Exercise directions |
Could you repeat the records below exactly, without the pictures?

[Recorded data]
^^^^^^^^^^^^^^^^
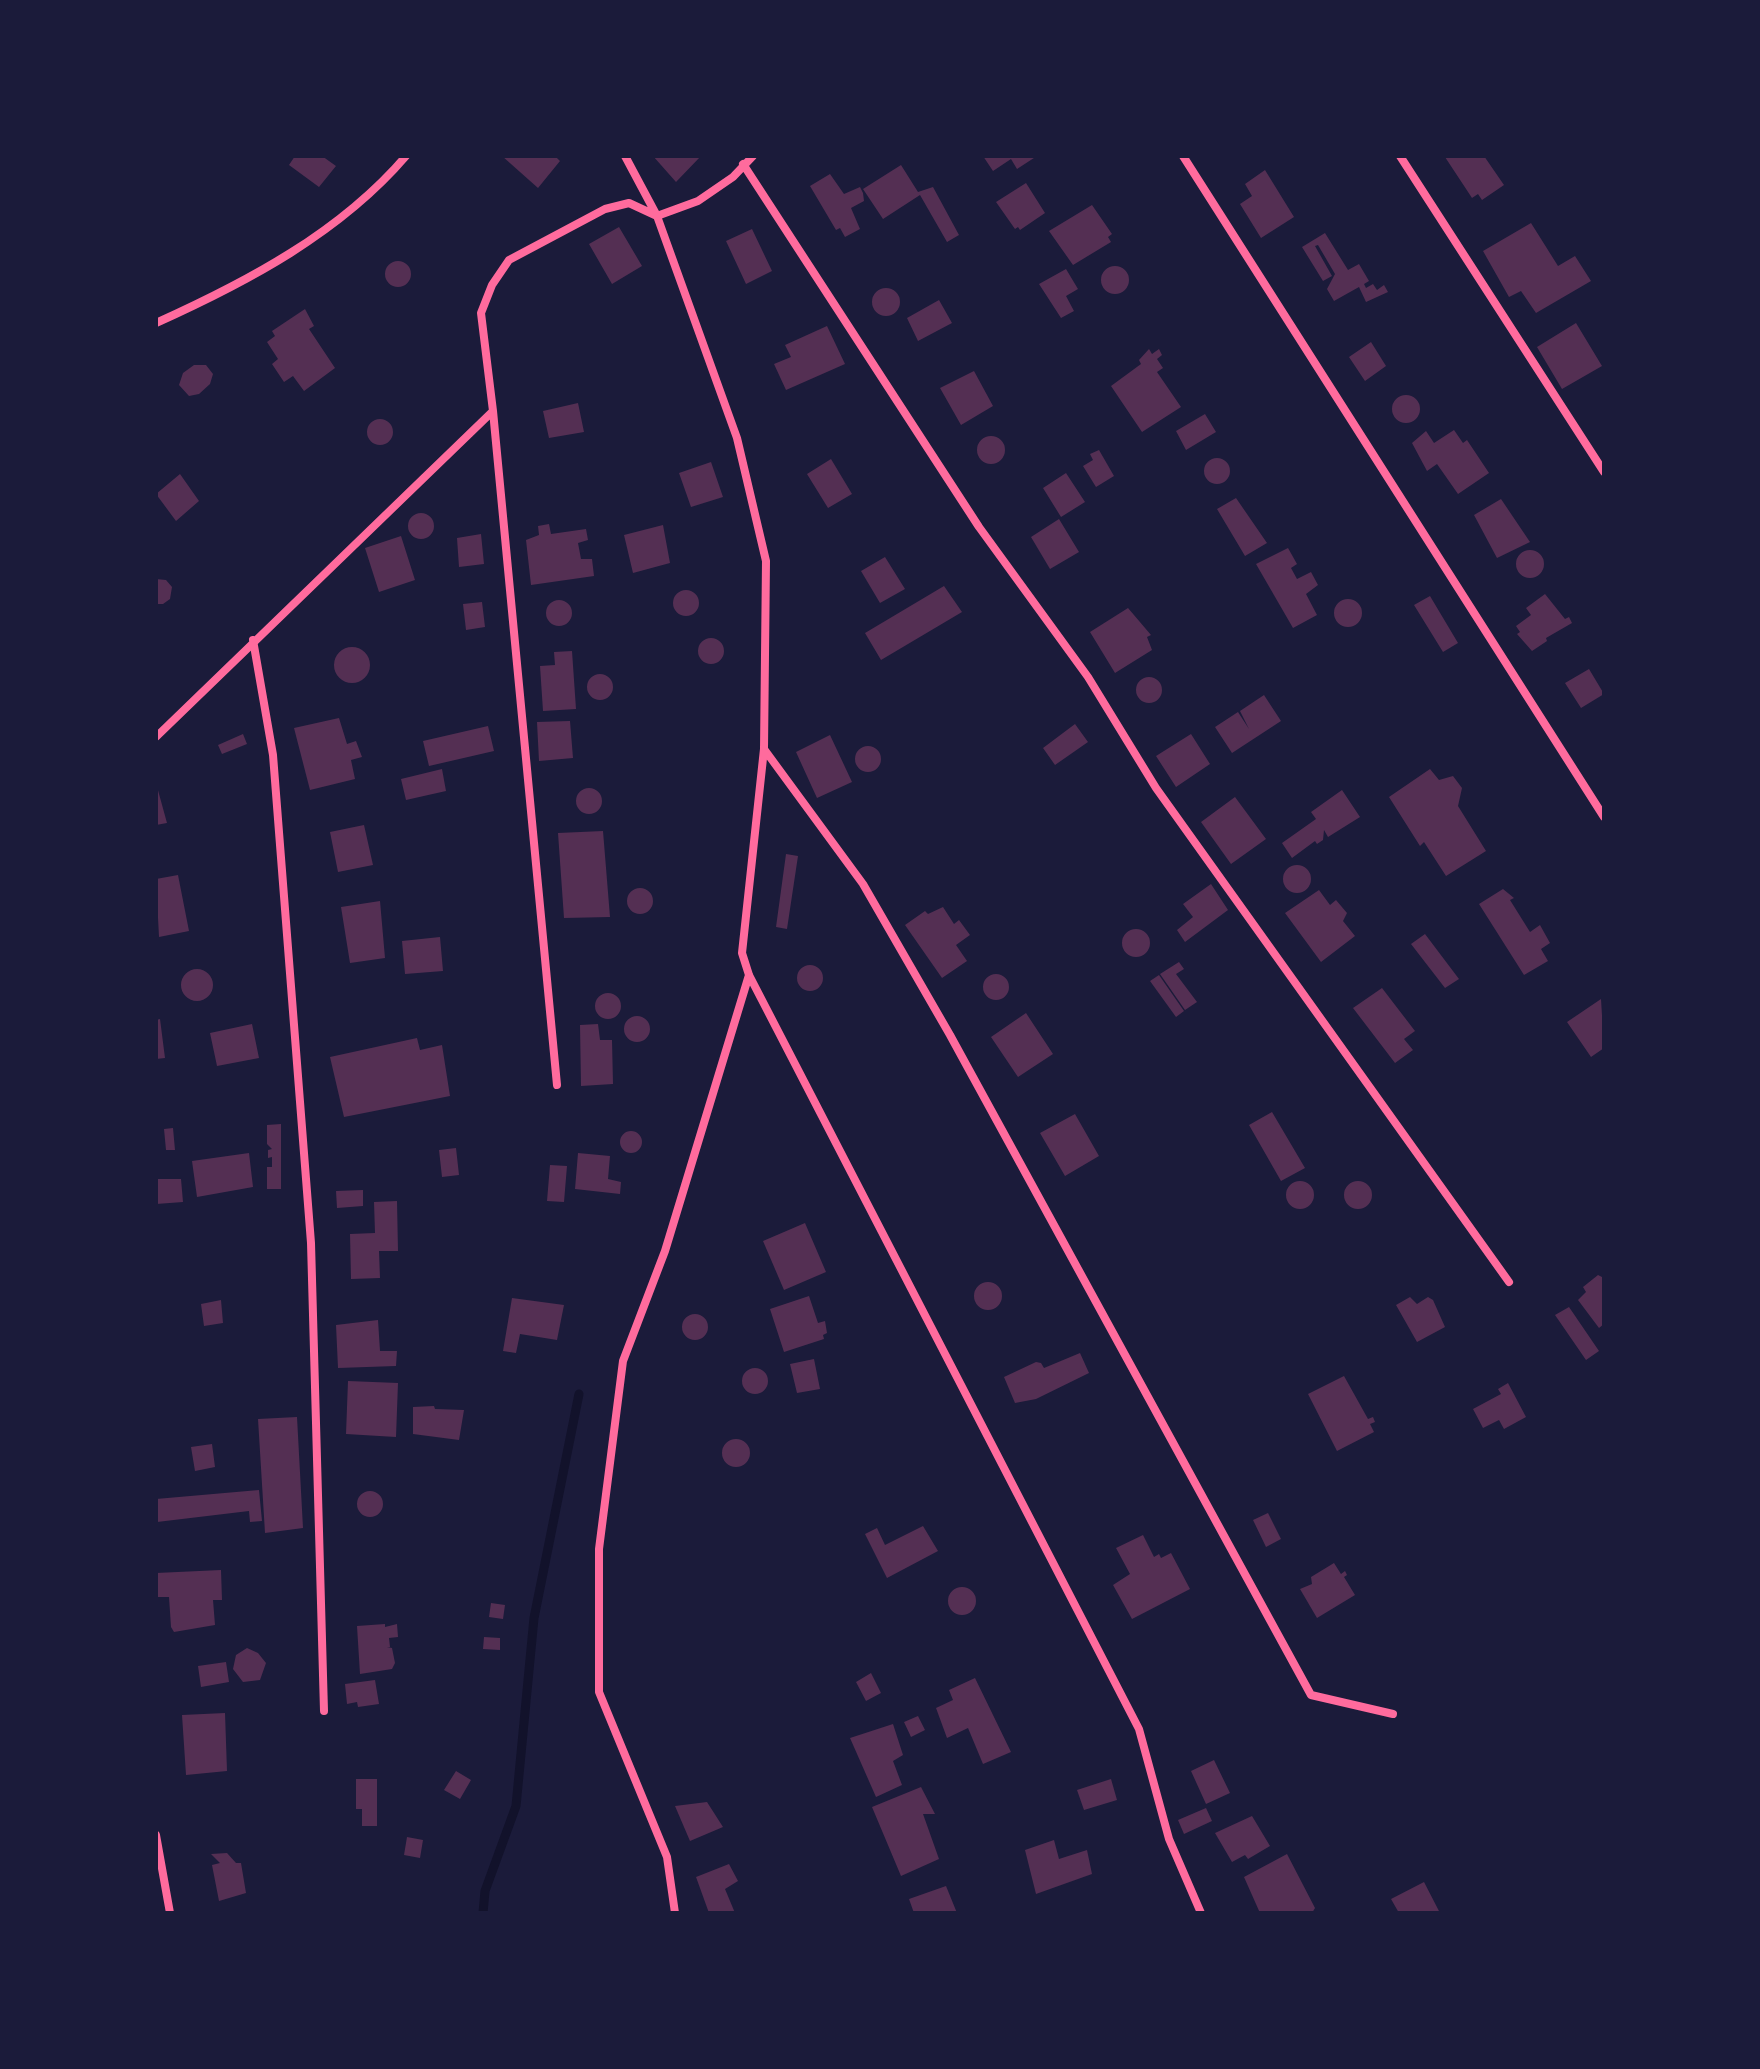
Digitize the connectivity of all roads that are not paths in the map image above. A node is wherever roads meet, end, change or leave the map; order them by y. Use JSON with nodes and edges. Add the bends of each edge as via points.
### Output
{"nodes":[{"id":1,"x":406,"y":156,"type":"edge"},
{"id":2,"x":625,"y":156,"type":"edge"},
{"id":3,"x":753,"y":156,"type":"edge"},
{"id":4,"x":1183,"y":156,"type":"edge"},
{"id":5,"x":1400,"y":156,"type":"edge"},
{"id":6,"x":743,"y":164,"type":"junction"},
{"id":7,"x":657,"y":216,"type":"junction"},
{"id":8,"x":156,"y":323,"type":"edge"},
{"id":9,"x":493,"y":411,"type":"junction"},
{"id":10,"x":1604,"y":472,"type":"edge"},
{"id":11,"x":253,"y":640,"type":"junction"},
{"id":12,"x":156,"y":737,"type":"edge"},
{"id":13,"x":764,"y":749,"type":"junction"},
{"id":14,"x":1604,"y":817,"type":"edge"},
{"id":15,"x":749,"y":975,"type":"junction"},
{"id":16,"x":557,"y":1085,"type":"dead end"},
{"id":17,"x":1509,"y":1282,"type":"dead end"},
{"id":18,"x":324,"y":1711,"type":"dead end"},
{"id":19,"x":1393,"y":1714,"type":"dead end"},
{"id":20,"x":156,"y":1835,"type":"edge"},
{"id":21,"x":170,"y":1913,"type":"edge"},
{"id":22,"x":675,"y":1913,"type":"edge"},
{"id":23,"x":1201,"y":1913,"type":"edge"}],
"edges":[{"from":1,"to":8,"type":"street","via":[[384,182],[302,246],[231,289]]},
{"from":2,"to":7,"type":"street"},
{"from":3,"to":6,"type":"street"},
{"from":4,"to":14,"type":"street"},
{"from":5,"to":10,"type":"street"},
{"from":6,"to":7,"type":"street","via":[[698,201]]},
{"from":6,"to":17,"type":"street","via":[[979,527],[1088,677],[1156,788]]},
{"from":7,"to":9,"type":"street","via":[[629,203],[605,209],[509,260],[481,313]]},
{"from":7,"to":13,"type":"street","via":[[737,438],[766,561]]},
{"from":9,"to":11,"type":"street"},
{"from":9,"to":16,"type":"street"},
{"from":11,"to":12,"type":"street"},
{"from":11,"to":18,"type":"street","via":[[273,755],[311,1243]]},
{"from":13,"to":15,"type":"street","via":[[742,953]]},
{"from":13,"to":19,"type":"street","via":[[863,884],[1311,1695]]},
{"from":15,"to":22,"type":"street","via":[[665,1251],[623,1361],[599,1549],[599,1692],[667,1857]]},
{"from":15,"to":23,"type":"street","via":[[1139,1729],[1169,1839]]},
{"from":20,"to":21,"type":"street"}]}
^^^^^^^^^^^^^^^^
Response area |
Digitize the connectivity of all roads that are not paths in the map image above. A node is wherever roads meet, end, change or leave the map; order them by y. Use JSON with nodes and edges. Add the bends of each edge as via points.
### Output
{"nodes":[{"id":1,"x":406,"y":156,"type":"edge"},
{"id":2,"x":625,"y":156,"type":"edge"},
{"id":3,"x":753,"y":156,"type":"edge"},
{"id":4,"x":1183,"y":156,"type":"edge"},
{"id":5,"x":1400,"y":156,"type":"edge"},
{"id":6,"x":743,"y":164,"type":"junction"},
{"id":7,"x":657,"y":216,"type":"junction"},
{"id":8,"x":156,"y":323,"type":"edge"},
{"id":9,"x":493,"y":411,"type":"junction"},
{"id":10,"x":1604,"y":472,"type":"edge"},
{"id":11,"x":253,"y":640,"type":"junction"},
{"id":12,"x":156,"y":737,"type":"edge"},
{"id":13,"x":764,"y":749,"type":"junction"},
{"id":14,"x":1604,"y":817,"type":"edge"},
{"id":15,"x":749,"y":975,"type":"junction"},
{"id":16,"x":557,"y":1085,"type":"dead end"},
{"id":17,"x":1509,"y":1282,"type":"dead end"},
{"id":18,"x":324,"y":1711,"type":"dead end"},
{"id":19,"x":1393,"y":1714,"type":"dead end"},
{"id":20,"x":156,"y":1835,"type":"edge"},
{"id":21,"x":170,"y":1913,"type":"edge"},
{"id":22,"x":675,"y":1913,"type":"edge"},
{"id":23,"x":1201,"y":1913,"type":"edge"}],
"edges":[{"from":1,"to":8,"type":"street","via":[[384,182],[302,246],[231,289]]},
{"from":2,"to":7,"type":"street"},
{"from":3,"to":6,"type":"street"},
{"from":4,"to":14,"type":"street"},
{"from":5,"to":10,"type":"street"},
{"from":6,"to":7,"type":"street","via":[[698,201]]},
{"from":6,"to":17,"type":"street","via":[[979,527],[1088,677],[1156,788]]},
{"from":7,"to":9,"type":"street","via":[[629,203],[605,209],[509,260],[481,313]]},
{"from":7,"to":13,"type":"street","via":[[737,438],[766,561]]},
{"from":9,"to":11,"type":"street"},
{"from":9,"to":16,"type":"street"},
{"from":11,"to":12,"type":"street"},
{"from":11,"to":18,"type":"street","via":[[273,755],[311,1243]]},
{"from":13,"to":15,"type":"street","via":[[742,953]]},
{"from":13,"to":19,"type":"street","via":[[863,884],[1311,1695]]},
{"from":15,"to":22,"type":"street","via":[[665,1251],[623,1361],[599,1549],[599,1692],[667,1857]]},
{"from":15,"to":23,"type":"street","via":[[1139,1729],[1169,1839]]},
{"from":20,"to":21,"type":"street"}]}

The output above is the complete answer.